2. Ukrainian and Russian tech talent on the sidelines means more VC-backed startups turn to the South.
Ukraine and Russia are both strong suppliers of technical talent in a global labor market tight for technical talent. Ukrainian and Russian coding talent is effectively off the global market now. Scare talent is only more scarce now. We believe this will continue to favor the work-from-anywhere trend globally.
Startups have an advantage in this talent situation because they often offer more flexible work opportunities. As corporate talent is pushed to return to an office lifestyle, startups are advantaged. The opportunity to snap up strong tech talent currently in the corporate world in the South is greatest, because the South enjoys a greater density of F500 corporate headquarters than New York and California combined. (Speaking of talent, please check Valor’s job board to see if we have any opportunities in our portfolio you’d like to refer to your network!)
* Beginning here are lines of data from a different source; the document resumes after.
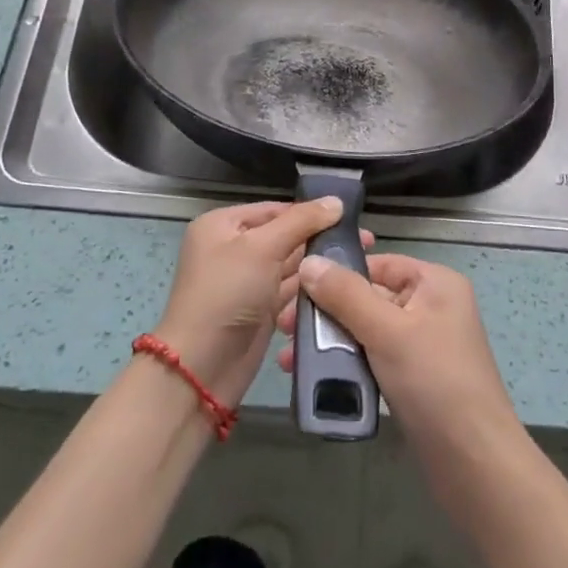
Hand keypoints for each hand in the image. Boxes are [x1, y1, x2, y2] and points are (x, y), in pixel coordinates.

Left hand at [155, 200, 371, 407]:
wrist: (202, 367)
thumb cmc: (227, 294)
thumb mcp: (262, 248)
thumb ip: (301, 221)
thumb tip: (336, 201)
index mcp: (223, 225)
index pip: (275, 208)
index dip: (311, 212)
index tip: (351, 217)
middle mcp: (233, 248)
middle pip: (285, 236)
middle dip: (320, 239)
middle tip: (365, 242)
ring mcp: (247, 281)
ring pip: (291, 264)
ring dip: (319, 265)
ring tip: (360, 263)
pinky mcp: (260, 308)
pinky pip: (291, 290)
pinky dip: (311, 289)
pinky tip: (341, 287)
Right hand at [277, 252, 520, 469]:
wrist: (474, 462)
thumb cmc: (434, 382)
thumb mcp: (387, 331)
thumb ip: (346, 295)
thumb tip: (310, 261)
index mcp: (435, 283)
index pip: (377, 264)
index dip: (337, 273)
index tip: (294, 289)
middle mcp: (430, 307)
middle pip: (368, 297)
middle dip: (325, 313)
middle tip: (284, 329)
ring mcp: (422, 345)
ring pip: (366, 331)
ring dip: (329, 344)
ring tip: (290, 361)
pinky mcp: (413, 379)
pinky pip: (372, 360)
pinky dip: (346, 366)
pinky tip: (315, 380)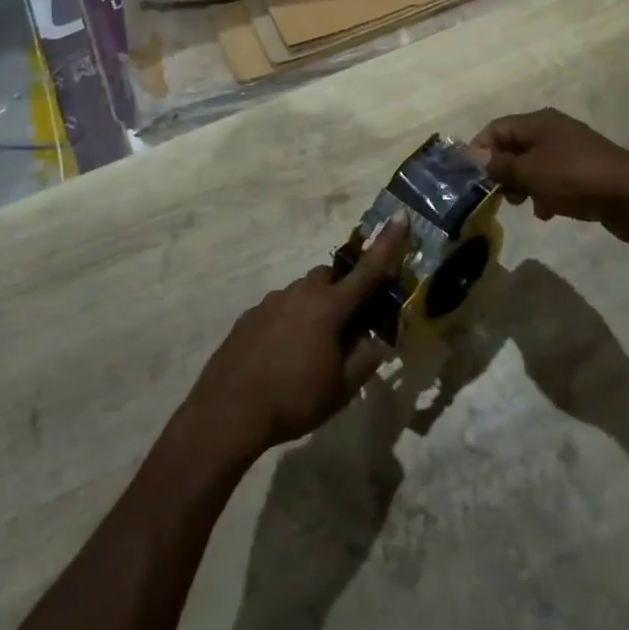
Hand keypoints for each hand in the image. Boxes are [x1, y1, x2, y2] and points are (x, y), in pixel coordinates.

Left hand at [183, 215, 408, 460]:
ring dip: (314, 307)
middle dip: (342, 289)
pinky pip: (278, 309)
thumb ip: (365, 359)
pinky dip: (288, 321)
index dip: (388, 245)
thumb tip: (376, 340)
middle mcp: (299, 294)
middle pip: (329, 276)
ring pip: (301, 292)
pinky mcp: (248, 317)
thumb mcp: (341, 389)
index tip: (400, 216)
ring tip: (311, 347)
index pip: (367, 271)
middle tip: (347, 322)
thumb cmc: (294, 399)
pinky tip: (282, 354)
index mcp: (328, 307)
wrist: (228, 412)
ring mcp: (270, 302)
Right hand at [470, 108, 628, 241]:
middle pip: (513, 147)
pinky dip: (545, 193)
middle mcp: (552, 131)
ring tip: (523, 205)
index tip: (472, 179)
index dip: (480, 151)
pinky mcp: (584, 173)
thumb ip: (500, 165)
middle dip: (501, 171)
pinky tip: (546, 212)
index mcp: (538, 122)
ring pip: (532, 165)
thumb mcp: (530, 172)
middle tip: (499, 195)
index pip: (496, 129)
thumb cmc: (575, 178)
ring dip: (523, 185)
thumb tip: (476, 156)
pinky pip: (553, 180)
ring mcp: (570, 152)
3. War in Ukraine (and elsewhere) highlights the urgency of upgrading tech, often accelerating the path of venture-backed startups.
War-escalated interruptions in supply chain, energy, logistics and the looming threat of issues like Russian aggression emphasize the need for B2B software for complex systems.
Conflict increases the pace of decision making and pain of slower systems that don’t adapt with volatility. We’re seeing a trend to even more rapid adoption of technologies like those in the portfolio that help corporations be more resilient and successful, especially as inflation, shortages, and supply chain issues erode the profit margins of the recent past.
Particularly relevant investments for Valor that enhance corporate efficiency and competitiveness include Allelica, Sho.AI, Goodfynd, LeaseQuery and SmartCommerce.